Sarah Standing

Standing Room | 18 July 2009

All right, so perhaps I was a mite distracted.

Text settings
Comments

All right, so perhaps I was a mite distracted. I was busy stirring a beetroot risotto, the television was on in the background, I had the telephone tucked under my chin and was also trying to figure out the solution to 11 down in the crossword (‘desire returns to writer covering S&M, spellbound’ in ten letters), but all these vaguely mitigating circumstances don’t really excuse my outburst.
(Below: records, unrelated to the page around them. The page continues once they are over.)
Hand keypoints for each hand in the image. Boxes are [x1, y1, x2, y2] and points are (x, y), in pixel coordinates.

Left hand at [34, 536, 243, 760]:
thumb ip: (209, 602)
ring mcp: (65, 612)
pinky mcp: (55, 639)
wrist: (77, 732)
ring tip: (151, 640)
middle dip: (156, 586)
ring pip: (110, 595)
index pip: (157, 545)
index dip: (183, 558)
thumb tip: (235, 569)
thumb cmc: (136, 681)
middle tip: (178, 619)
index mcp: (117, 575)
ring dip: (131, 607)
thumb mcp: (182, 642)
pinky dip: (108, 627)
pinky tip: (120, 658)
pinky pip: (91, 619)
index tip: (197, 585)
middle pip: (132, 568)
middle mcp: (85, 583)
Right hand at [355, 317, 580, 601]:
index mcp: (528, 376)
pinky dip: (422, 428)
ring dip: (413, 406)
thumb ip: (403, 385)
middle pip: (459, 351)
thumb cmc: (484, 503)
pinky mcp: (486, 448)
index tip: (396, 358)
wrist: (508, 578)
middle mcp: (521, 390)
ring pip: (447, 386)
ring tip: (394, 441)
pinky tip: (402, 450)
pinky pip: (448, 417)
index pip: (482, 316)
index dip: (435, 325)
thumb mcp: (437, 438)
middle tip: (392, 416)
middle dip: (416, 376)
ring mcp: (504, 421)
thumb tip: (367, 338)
‘Goodbye. Thank you. September 24th at 10.30’. I said. And then just before I hung up and added more stock to the pot I inexplicably blurted out the codicil ‘love you’. Just like that. It wouldn’t have mattered had I been arranging a clandestine assignation with a lover, but I was actually just securing an appointment for a mammogram at the London Clinic. I blushed.
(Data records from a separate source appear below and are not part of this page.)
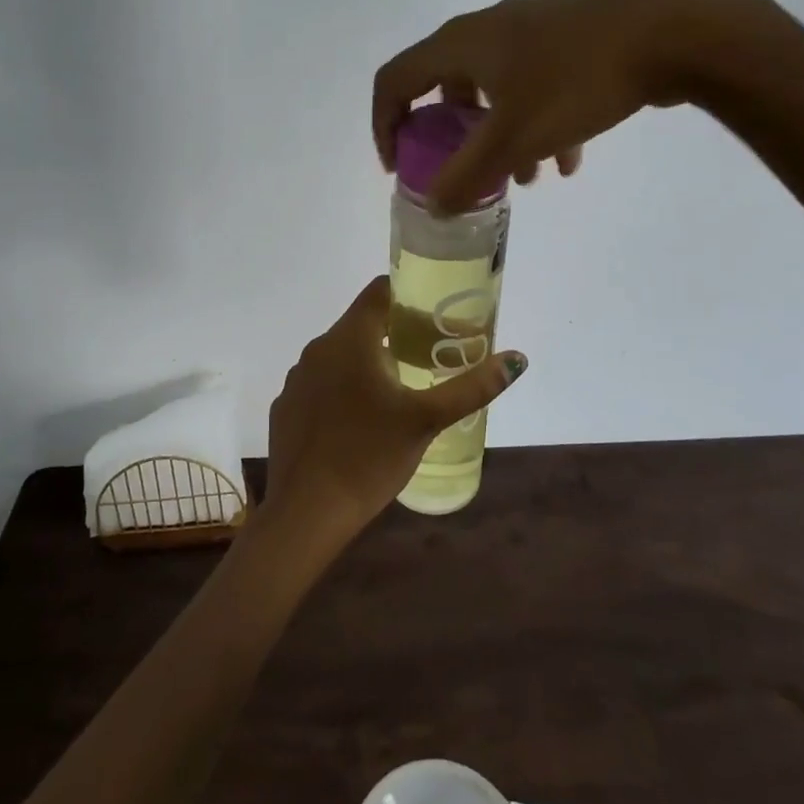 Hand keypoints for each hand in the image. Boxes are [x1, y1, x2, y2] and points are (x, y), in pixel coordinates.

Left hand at [261, 276, 526, 543]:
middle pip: (361, 323)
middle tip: (431, 353)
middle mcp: (317, 349)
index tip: (436, 313)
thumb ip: (472, 387)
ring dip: (370, 361)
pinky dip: (344, 388)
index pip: (378, 291)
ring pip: (340, 355)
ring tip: (401, 387)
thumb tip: (517, 359)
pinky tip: (362, 419)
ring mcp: (297, 379)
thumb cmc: (369, 456)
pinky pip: (321, 384)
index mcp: (349, 339)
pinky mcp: (286, 407)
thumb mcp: (427, 420)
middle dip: (396, 332)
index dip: (409, 293)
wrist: (306, 512)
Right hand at [371, 0, 770, 211]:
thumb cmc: (578, 80)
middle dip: (454, 142)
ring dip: (501, 139)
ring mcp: (533, 29)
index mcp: (462, 44)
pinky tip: (570, 159)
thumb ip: (466, 177)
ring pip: (497, 92)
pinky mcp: (571, 37)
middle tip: (465, 174)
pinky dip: (540, 124)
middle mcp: (489, 29)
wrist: (673, 28)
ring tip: (527, 181)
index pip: (395, 80)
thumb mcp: (515, 138)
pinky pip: (536, 85)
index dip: (385, 126)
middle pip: (447, 89)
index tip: (400, 169)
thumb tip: (433, 205)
Saying ‘I love you’ (and not meaning it) is a form of emotional Tourette’s. I’m not alone — being excessively ‘loved-up’ is becoming a modern-day malaise. We’ve all become ridiculously promiscuous with our sentiments. We’re communication whores, and in the process become strangely anaesthetised against true feelings. Encouraged by a 24/7 ‘thought-sharing’ culture, our daily life is so relentlessly punctuated by emails, tweets, texts and status updates that I think it’s caused us subconsciously to cross the Rubicon of personal privacy. We’re starting to reveal all, all too often.
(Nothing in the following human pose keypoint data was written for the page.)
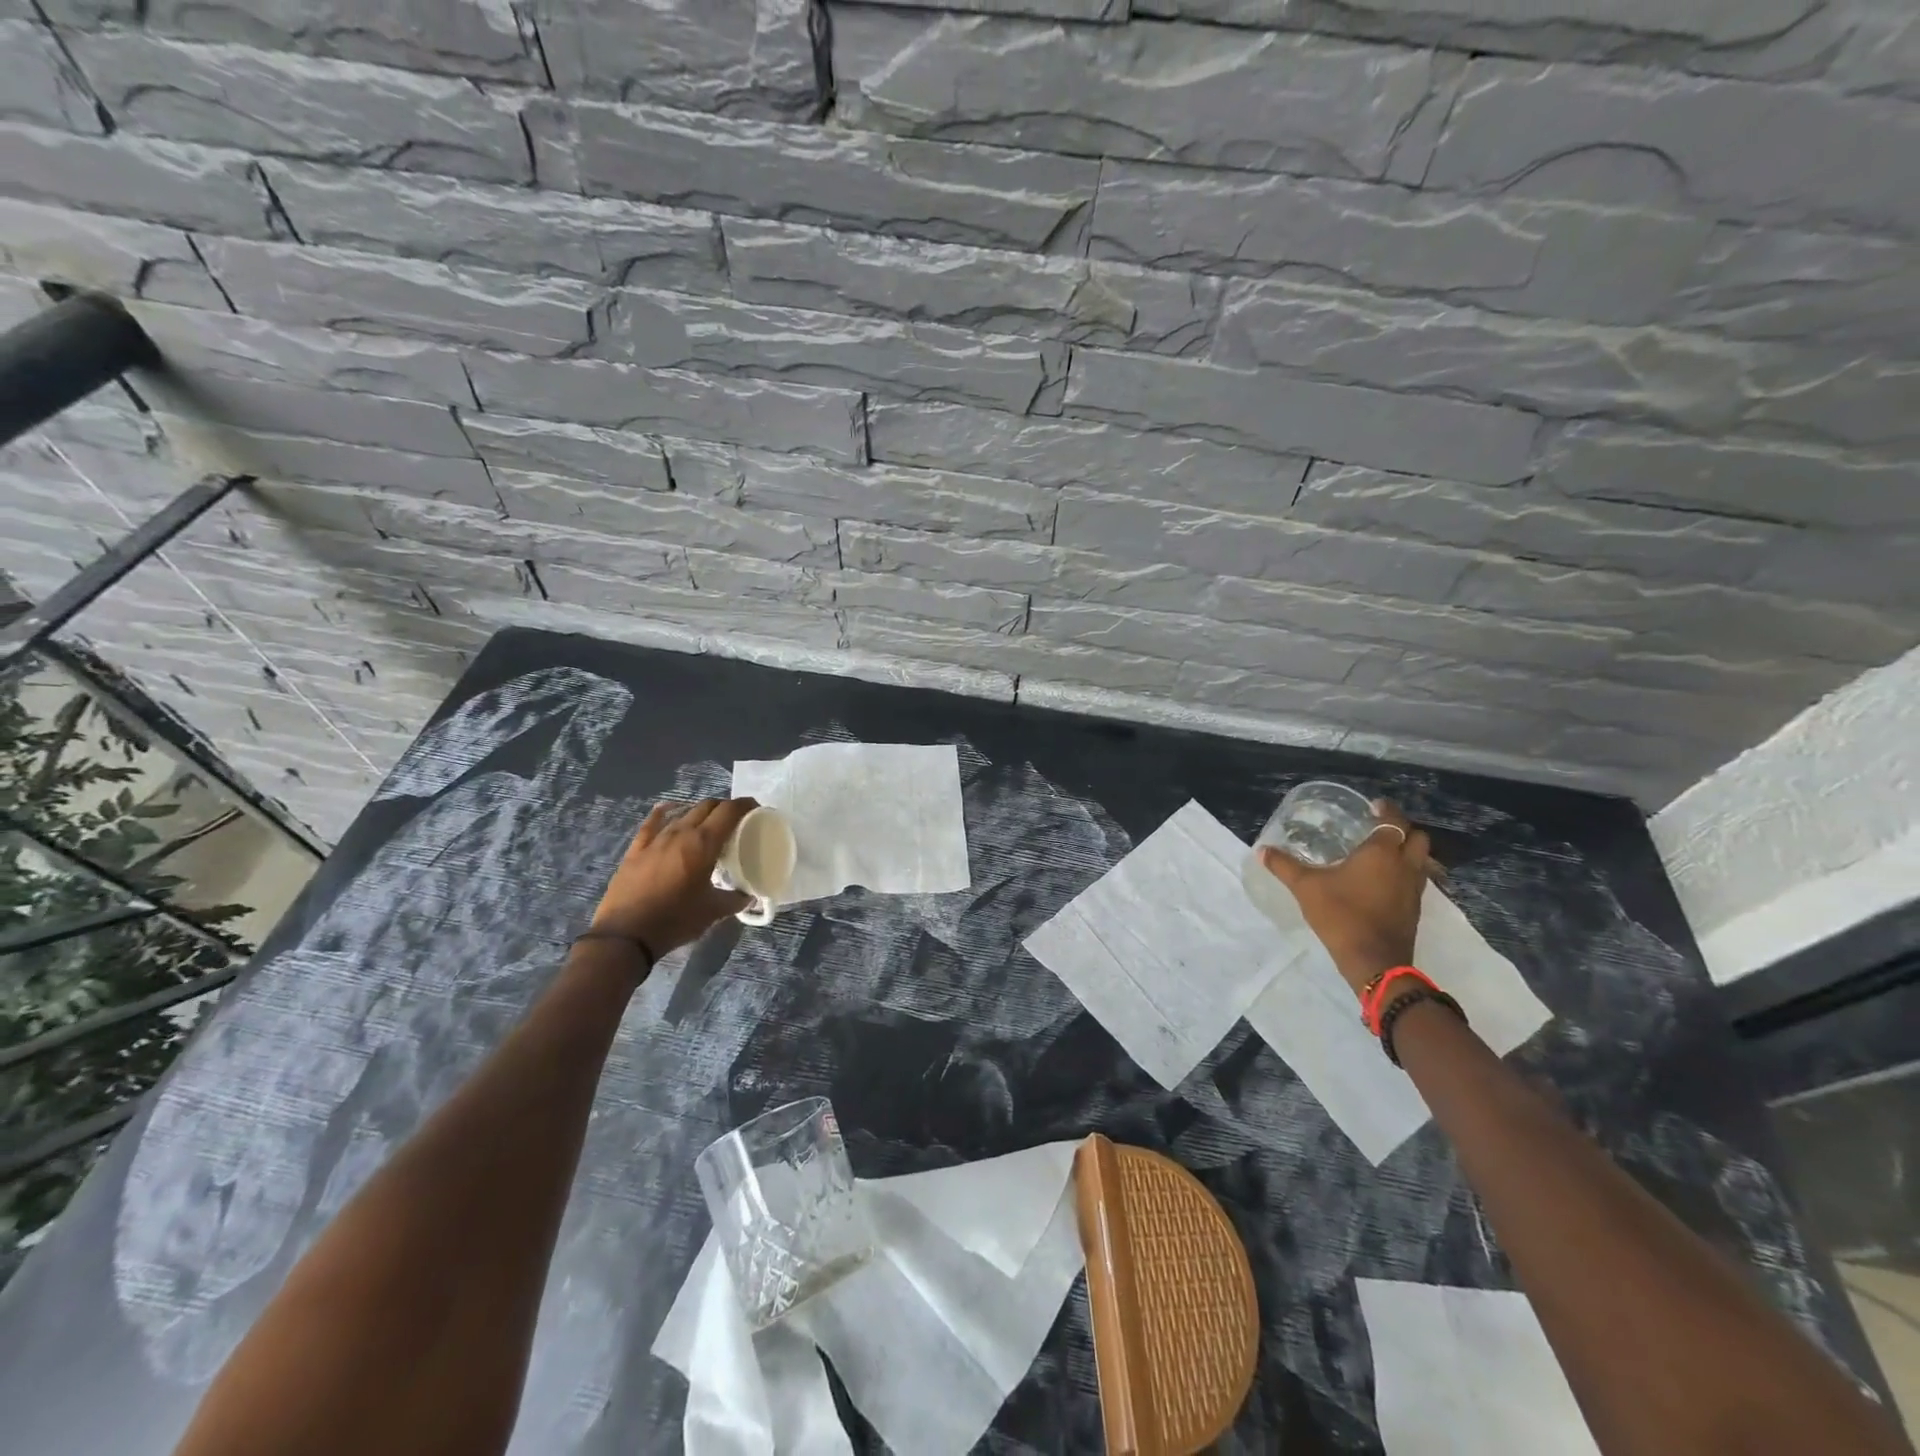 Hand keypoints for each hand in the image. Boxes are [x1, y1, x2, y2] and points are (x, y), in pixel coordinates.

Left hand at [588, 798, 756, 960]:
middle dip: (724, 807)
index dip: (745, 804)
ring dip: (700, 813)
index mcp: (704, 843)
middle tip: (736, 820)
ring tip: (709, 824)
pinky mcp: (637, 849)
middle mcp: (681, 832)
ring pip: (683, 813)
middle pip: (707, 806)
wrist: (626, 935)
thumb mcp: (713, 912)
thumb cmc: (675, 920)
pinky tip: (670, 810)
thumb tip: (749, 897)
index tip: (755, 808)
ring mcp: (656, 838)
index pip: (729, 811)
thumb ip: (735, 900)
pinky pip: (653, 822)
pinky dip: (666, 813)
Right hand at [1258, 799, 1433, 1001]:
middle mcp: (1404, 865)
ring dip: (1408, 851)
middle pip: (1417, 837)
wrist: (1374, 961)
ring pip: (1422, 859)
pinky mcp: (1415, 908)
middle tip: (1380, 828)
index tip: (1374, 805)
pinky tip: (1385, 881)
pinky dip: (1406, 872)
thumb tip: (1262, 850)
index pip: (1393, 821)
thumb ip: (1284, 866)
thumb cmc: (1341, 915)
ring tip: (1384, 853)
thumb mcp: (1306, 888)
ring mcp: (1414, 888)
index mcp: (1381, 853)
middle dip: (1403, 828)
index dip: (1386, 810)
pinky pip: (1417, 879)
We’ve overdosed on emotion by allowing ourselves to become verbally incontinent, and in doing so have inadvertently debased the most coveted of all human prizes.

‘Love you’ is undoubtedly the new ‘goodbye’. Take note of how often one terminates a conversation with a declaration of faux adoration. I am not the only woman loving the receptionist at the London Clinic. We don’t mean what we say; we’re just acting on emotional auto-pilot. We’re fast becoming a nation that will shortly only recognise a stiff upper lip if it’s been surgically Botoxed.

A recent (monumentally pointless) poll commissioned by Steve Henry, author of You Are Really Rich: You Just Don’t Know It Yet asked 1,000 people to rate 50 ordinary life events — such as getting married, having children or going on holiday — and rate them against winning the lottery. Being told ‘I love you’ scored second (valued at £154,849) — although I’m presuming Henry insisted his focus group only tick this particular box if they were seeking confirmation from those they loved back, as opposed to random strangers.

Last week a friend of mine ended a conversation with a man coming to fit new carpets in her bedroom by saying ‘big kiss’. She was rather taken aback by her inappropriate gush of emotional Tourette’s but managed to pinpoint the root of her verbal incontinence. ‘I say “big kiss” to my grandchildren all the time, and I guess it’s become embedded in my brain,’ she explained sheepishly. As charming and heartfelt as these sweet nothings are when murmured to close family members and those we really adore, they are evocative words that need to be severely rationed and reined-in or else they will end up meaning nothing at all. We will have unintentionally emotionally bankrupted ourselves. Time to regroup and rephrase. I love you and goodbye. Not.